*WORK REQUEST:*
Hunt through the lines below for the string "Assad" and copy each one that has it.

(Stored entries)
*** Block opens ***
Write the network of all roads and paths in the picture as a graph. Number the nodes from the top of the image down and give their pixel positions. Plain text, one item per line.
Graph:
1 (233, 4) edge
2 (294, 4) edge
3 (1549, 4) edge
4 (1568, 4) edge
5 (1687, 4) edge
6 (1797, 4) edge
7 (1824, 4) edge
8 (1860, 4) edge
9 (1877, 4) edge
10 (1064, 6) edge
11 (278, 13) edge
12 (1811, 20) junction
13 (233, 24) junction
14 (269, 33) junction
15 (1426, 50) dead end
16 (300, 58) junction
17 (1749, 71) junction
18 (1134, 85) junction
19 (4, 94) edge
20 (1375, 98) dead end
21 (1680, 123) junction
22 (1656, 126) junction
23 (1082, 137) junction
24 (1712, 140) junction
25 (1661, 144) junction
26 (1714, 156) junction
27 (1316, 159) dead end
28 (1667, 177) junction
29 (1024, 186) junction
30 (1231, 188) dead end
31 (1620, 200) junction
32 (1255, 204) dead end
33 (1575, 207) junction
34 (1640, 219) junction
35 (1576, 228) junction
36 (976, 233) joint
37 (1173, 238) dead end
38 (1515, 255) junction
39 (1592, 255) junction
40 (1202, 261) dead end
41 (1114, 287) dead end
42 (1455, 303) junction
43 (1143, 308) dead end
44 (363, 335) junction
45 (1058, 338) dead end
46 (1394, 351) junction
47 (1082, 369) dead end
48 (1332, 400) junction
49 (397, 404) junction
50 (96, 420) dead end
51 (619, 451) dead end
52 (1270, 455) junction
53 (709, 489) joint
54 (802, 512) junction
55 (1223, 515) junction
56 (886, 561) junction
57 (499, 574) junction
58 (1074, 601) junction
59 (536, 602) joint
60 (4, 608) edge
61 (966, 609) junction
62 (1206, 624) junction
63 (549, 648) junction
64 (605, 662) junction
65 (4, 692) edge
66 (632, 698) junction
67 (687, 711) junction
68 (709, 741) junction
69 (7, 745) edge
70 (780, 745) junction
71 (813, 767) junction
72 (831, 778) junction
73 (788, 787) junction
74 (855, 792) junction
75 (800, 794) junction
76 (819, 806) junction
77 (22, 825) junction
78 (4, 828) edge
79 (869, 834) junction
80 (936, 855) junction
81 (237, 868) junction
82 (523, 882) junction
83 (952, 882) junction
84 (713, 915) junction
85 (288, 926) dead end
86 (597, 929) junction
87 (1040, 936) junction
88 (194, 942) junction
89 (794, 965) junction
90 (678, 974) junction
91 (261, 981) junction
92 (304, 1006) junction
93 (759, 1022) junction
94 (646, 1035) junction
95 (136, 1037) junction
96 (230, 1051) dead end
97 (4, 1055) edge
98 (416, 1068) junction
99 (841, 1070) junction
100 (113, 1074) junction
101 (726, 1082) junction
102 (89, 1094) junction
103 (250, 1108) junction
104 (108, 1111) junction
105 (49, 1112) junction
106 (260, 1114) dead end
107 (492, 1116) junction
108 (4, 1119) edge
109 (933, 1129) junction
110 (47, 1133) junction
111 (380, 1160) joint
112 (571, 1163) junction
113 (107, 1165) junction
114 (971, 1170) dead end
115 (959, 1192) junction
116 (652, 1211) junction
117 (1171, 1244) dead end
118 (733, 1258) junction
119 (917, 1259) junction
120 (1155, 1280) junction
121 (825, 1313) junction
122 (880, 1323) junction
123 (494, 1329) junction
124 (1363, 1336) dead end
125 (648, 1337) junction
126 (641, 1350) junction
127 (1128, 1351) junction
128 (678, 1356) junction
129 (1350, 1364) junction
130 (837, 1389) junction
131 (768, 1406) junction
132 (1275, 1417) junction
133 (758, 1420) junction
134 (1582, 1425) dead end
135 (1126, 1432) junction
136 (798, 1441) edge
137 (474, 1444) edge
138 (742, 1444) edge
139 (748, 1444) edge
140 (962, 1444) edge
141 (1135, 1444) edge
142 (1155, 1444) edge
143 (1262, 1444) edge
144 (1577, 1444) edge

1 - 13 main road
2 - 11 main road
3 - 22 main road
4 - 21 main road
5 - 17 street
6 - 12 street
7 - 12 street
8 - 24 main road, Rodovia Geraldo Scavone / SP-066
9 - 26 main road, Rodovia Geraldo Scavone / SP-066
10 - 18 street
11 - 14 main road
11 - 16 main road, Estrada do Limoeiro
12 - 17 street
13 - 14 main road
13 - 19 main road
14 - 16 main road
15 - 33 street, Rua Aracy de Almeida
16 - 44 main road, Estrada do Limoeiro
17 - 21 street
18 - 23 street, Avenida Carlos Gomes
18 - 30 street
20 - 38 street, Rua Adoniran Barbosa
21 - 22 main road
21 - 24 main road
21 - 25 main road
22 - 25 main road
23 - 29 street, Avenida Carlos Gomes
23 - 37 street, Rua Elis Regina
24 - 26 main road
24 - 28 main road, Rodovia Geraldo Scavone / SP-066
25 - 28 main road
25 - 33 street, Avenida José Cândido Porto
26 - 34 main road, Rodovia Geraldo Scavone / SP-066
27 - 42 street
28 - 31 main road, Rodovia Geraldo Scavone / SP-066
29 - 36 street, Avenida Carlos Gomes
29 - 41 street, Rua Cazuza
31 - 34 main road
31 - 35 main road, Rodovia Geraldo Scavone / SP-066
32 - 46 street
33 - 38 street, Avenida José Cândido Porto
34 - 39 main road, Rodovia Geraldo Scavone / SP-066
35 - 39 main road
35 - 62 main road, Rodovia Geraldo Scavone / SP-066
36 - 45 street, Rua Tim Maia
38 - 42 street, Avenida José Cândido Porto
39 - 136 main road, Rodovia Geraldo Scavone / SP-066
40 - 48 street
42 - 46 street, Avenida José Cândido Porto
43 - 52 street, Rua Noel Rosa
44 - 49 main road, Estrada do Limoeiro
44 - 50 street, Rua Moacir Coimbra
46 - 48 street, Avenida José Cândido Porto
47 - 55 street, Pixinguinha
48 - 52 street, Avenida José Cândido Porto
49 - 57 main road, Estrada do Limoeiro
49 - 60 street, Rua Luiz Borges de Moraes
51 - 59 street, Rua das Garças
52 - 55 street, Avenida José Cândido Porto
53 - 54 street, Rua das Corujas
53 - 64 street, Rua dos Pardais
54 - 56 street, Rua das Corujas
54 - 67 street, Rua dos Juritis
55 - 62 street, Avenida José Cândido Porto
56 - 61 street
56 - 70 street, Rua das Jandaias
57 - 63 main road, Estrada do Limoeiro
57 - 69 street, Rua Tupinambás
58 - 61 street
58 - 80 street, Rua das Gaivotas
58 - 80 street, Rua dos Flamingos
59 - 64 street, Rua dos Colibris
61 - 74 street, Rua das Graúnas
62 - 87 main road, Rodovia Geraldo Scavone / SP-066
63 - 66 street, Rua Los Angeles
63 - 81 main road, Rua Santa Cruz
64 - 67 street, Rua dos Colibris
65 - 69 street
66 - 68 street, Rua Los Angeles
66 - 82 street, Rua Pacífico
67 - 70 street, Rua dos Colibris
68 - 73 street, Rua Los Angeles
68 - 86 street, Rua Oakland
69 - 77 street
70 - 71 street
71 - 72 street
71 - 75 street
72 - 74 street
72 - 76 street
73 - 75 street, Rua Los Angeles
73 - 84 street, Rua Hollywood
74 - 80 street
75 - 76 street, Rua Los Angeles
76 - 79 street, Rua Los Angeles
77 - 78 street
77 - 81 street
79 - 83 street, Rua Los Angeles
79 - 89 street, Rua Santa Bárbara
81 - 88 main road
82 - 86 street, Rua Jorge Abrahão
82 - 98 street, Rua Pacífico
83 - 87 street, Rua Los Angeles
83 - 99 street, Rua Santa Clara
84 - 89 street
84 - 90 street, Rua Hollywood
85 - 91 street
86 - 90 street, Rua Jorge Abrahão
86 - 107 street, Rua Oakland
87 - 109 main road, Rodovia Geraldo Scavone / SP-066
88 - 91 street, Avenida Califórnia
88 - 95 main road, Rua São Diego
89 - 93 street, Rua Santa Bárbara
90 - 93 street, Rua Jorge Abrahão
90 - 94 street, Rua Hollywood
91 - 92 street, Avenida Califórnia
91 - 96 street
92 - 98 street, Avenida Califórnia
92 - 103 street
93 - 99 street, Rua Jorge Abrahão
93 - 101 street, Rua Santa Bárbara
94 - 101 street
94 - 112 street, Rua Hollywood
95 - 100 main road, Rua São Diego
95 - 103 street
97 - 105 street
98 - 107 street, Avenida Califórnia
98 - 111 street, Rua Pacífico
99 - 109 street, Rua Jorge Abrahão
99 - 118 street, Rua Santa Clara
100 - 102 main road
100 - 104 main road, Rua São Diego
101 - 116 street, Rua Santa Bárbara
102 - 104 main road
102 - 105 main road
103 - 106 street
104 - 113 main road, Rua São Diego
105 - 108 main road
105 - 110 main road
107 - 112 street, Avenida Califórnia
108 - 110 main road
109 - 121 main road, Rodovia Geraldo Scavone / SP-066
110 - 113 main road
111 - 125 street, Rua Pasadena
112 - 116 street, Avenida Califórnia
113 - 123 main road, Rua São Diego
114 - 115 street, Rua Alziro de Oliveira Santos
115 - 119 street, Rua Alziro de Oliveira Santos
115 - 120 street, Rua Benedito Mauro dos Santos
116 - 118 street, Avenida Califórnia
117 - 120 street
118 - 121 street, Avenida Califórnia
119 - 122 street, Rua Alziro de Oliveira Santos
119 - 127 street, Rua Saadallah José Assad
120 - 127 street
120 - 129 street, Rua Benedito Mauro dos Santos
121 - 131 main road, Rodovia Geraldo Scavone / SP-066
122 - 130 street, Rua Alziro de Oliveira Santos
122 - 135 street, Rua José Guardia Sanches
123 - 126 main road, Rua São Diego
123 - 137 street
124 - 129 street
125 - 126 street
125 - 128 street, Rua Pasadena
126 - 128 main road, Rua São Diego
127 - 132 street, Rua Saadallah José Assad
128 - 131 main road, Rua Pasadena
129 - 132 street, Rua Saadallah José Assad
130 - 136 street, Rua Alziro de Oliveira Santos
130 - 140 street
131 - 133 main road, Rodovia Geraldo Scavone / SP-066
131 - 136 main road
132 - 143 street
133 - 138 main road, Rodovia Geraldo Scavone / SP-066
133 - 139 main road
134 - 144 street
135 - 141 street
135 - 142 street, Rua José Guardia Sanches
*** Block closes ***
*RESULT OF THIS TASK:*
119 - 127 street, Rua Saadallah José Assad
127 - 132 street, Rua Saadallah José Assad
129 - 132 street, Rua Saadallah José Assad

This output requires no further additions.